Quali saranno le conseguenze della prolungata chiusura delle scuole? La didattica a distanza è riuscita a compensare il blocco delle lezioni in presenza?

«La didattica a distanza è una soluzione dettata dall' emergenza ma di qui a teorizzare che la scuola possa funzionare attraverso le piattaforme online ce ne passa. Tante famiglie non hanno il computer e altrettante pur avendo i sistemi informatici non dispongono di un collegamento internet efficace. Questo sistema non può durare a lungo, non più di quanto è stato finora. C' è il rischio di mandare il messaggio che la scuola non serve a niente e gli insegnanti sono inutili e fannulloni».

E le conseguenze sui ragazzi?

«Questa è una generazione già fragile culturalmente, debole dal punto di vista degli strumenti intellettuali, della capacità di interpretare il mondo, della capacità critica.

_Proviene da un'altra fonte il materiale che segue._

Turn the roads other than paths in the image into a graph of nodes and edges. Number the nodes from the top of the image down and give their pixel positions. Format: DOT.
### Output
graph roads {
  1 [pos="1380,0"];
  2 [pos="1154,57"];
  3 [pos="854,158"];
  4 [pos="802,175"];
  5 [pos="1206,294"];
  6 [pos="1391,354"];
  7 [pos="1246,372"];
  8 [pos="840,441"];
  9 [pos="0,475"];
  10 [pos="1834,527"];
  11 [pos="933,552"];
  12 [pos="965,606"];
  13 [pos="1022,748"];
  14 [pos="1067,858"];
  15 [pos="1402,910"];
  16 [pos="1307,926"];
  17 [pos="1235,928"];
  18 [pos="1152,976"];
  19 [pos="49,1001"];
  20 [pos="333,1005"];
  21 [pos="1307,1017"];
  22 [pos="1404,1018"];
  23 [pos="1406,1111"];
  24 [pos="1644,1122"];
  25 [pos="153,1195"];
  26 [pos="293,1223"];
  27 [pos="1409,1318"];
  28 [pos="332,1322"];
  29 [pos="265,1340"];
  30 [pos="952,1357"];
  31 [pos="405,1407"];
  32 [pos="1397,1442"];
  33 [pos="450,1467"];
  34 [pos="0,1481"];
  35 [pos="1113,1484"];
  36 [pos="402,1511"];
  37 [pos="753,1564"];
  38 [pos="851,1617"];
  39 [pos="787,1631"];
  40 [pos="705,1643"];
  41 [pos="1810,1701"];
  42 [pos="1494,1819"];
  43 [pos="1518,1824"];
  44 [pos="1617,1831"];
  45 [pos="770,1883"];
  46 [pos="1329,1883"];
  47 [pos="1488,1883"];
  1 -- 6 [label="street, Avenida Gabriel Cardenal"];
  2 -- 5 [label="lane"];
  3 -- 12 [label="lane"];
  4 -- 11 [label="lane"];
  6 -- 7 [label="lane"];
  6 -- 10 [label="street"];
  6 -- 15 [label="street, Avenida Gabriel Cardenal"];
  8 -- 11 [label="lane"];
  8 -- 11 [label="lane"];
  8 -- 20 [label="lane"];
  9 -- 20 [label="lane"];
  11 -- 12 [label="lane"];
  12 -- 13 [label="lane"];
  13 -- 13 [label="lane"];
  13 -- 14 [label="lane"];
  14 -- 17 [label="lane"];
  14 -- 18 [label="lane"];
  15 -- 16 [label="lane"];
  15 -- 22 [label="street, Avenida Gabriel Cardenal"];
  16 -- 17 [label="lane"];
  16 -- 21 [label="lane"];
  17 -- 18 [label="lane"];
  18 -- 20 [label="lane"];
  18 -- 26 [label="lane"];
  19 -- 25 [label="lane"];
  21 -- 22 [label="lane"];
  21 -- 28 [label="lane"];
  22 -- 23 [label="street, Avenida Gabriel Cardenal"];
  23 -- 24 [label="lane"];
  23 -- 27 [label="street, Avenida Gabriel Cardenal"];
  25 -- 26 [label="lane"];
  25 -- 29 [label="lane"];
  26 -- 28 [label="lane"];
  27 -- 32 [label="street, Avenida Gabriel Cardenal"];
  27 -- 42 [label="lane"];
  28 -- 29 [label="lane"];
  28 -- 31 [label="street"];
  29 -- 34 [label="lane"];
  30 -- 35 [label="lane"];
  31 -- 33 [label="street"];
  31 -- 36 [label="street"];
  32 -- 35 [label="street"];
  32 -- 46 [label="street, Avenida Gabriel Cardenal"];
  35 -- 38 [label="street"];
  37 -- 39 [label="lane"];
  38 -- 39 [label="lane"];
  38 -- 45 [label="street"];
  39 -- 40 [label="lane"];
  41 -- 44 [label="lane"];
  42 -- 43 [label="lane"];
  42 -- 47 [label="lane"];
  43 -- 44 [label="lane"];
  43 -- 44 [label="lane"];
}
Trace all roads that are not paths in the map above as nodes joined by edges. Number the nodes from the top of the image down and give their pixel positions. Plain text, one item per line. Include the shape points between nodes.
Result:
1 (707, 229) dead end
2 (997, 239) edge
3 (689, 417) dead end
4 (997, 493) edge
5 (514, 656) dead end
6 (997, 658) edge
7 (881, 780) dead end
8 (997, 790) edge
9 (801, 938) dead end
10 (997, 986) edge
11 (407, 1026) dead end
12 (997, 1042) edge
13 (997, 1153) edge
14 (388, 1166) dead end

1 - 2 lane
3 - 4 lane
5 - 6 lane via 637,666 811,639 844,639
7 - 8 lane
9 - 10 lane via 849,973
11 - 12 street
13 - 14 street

La conseguenza della perdita di un anno di scuola, perché di questo si tratta, sarà l' aumento delle differenze sociali di provenienza. Chi ha alle spalle risorse familiari economiche e di relazioni, se la caverà. Sa che potrà compensare quest' anno perso andando nelle migliori università straniere o con lezioni private di supporto. Gli altri porteranno lo stigma di essere la generazione Covid che sta dentro un processo di smantellamento culturale in corso da anni».

Il Covid ha esaltato le differenze sociali, ridimensionando il ruolo della scuola come ascensore sociale?

«Proprio così. Oggi più di ieri si farà sentire il divario tra le famiglie in grado di garantire ai figli un futuro e quelle meno abbienti. In una scuola più debole, il destino delle persone è restituito alle differenze sociali di partenza. Ma allora avrà fallito il suo compito. È un processo che non nasce con il Covid ma con il Covid si è accentuato. La crisi della scuola pubblica è anche la crisi dei meccanismi pubblici di formazione e di selezione delle classi dirigenti. Negli ultimi decenni le élite che hanno assunto funzioni di governo o vi hanno aspirato sono venute sempre più dal mondo delle banche e della finanza».

L' eredità del Covid sarà quindi non solo una generazione perduta ma anche un Paese perduto?

«L' impoverimento culturale porterà a un' ulteriore marginalizzazione del nostro Paese dai luoghi decisionali che contano. Abbiamo perso posizioni sul piano strategico, diplomatico, industriale e perfino nel Mediterraneo».

È un processo irreversibile?

«Bisognerebbe fare marcia indietro, abolire le misure controproducenti avviate a partire dagli anni Novanta, ridare centralità alla scuola. Lanciare un messaggio chiaro ai giovani sull' importanza della preparazione culturale. Il caos decisionale sulla ripresa delle lezioni in presenza non va in questa direzione».